-- Opening Marker --

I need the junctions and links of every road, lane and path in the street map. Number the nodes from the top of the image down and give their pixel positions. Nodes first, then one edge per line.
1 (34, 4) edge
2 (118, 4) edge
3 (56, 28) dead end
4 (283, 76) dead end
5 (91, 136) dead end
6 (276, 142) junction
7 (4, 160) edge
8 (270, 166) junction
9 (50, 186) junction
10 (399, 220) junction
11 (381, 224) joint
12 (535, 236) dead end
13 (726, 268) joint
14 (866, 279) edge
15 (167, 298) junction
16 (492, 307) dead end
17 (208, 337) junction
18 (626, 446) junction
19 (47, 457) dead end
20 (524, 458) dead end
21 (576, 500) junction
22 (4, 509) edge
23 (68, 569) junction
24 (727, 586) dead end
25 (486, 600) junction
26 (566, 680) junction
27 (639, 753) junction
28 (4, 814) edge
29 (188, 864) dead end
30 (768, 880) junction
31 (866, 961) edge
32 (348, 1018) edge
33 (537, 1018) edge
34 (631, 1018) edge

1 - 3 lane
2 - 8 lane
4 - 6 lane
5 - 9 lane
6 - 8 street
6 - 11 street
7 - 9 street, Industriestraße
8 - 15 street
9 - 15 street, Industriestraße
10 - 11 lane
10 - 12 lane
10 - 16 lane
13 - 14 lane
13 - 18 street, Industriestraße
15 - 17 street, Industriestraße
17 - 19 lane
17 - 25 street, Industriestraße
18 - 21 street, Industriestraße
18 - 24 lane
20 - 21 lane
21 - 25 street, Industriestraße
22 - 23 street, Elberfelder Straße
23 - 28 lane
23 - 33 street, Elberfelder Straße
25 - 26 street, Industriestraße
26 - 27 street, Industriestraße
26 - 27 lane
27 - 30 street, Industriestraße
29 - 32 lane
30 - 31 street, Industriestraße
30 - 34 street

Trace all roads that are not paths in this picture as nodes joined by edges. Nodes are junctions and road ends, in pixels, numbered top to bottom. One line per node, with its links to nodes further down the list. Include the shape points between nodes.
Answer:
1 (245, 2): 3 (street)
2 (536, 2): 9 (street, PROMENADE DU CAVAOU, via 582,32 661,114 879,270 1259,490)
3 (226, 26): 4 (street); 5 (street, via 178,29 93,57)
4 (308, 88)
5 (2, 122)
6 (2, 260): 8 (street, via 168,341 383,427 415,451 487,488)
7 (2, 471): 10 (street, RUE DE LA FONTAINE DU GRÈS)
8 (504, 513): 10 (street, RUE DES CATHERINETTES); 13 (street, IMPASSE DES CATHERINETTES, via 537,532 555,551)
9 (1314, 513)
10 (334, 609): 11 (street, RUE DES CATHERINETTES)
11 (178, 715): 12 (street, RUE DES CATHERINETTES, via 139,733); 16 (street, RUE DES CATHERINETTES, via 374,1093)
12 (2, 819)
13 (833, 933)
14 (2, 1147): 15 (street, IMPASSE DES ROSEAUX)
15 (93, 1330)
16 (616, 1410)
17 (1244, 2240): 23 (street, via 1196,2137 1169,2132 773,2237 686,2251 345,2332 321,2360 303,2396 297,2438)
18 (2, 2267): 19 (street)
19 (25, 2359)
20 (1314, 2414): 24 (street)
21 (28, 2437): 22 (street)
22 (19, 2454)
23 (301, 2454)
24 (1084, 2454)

-- Closing Marker --

▸ Exercise: In the material, find each line with the word "IMPASSE" and list it.

▸ Result of the task:
8 (504, 513): 10 (street, RUE DES CATHERINETTES); 13 (street, IMPASSE DES CATHERINETTES, via 537,532 555,551)
14 (2, 1147): 15 (street, IMPASSE DES ROSEAUX)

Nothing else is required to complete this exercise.